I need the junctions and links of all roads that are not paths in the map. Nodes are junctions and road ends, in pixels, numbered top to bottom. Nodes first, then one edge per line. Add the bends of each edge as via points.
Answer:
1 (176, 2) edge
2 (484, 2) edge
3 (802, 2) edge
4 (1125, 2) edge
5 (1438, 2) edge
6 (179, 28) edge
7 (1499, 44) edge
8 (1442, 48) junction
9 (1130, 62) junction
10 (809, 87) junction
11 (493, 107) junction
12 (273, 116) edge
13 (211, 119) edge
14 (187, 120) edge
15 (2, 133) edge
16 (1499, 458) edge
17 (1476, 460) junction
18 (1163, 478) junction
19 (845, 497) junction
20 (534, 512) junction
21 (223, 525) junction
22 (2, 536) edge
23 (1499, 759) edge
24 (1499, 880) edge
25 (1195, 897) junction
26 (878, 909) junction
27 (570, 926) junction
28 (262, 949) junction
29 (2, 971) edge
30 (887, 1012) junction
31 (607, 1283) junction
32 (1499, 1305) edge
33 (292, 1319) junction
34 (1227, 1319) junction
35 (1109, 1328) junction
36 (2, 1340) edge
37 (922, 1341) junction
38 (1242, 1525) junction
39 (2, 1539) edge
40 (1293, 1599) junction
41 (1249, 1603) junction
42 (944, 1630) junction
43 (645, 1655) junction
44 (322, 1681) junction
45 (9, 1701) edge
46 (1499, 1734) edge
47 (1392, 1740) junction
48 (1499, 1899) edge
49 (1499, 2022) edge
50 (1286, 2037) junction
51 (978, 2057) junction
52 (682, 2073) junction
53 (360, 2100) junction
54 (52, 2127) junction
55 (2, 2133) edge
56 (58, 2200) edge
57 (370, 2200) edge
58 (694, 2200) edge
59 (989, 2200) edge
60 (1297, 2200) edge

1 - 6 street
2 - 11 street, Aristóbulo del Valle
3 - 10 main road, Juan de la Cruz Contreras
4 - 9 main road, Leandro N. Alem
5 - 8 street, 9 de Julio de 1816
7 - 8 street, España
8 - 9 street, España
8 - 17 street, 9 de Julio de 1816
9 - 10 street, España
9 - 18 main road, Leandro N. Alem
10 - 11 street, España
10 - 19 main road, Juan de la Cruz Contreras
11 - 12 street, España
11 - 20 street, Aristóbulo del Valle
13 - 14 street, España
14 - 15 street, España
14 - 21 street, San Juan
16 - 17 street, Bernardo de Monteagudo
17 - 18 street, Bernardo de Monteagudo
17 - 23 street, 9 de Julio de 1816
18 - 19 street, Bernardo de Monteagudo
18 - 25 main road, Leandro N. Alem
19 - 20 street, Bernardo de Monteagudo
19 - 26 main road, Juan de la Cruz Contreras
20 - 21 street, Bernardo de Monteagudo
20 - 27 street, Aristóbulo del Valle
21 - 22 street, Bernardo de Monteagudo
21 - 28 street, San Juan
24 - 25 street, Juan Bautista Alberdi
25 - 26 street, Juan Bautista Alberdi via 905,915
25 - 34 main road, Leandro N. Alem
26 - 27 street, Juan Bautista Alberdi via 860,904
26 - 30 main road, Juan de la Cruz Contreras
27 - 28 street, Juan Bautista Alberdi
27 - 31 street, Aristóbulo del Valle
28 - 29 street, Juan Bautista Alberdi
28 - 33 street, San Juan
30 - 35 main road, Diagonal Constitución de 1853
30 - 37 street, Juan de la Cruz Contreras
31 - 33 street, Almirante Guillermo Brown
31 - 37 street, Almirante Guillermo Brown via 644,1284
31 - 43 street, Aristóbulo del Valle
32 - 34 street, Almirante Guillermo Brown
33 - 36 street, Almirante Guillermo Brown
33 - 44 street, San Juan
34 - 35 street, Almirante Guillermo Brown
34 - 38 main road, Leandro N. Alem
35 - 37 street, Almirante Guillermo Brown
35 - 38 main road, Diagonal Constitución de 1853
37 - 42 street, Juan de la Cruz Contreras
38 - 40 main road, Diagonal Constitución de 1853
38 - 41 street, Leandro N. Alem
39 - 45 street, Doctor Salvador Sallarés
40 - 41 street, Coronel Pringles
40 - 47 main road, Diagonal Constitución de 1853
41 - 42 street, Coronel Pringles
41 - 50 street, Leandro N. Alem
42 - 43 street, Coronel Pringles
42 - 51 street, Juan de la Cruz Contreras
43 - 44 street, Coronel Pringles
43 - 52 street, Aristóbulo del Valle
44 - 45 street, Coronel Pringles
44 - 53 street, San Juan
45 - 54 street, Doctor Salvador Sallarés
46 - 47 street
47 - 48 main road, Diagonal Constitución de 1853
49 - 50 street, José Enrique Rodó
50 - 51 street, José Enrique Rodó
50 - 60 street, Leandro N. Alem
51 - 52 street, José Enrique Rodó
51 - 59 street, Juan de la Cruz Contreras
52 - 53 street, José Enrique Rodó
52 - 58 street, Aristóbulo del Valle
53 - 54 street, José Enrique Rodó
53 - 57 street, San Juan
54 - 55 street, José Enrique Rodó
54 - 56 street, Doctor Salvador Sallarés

################

EXERCISE: Copy each line of the listing that includes "Sallarés".

OUTPUT OF THE EXERCISE:
39 - 45 street, Doctor Salvador Sallarés
45 - 54 street, Doctor Salvador Sallarés
54 - 56 street, Doctor Salvador Sallarés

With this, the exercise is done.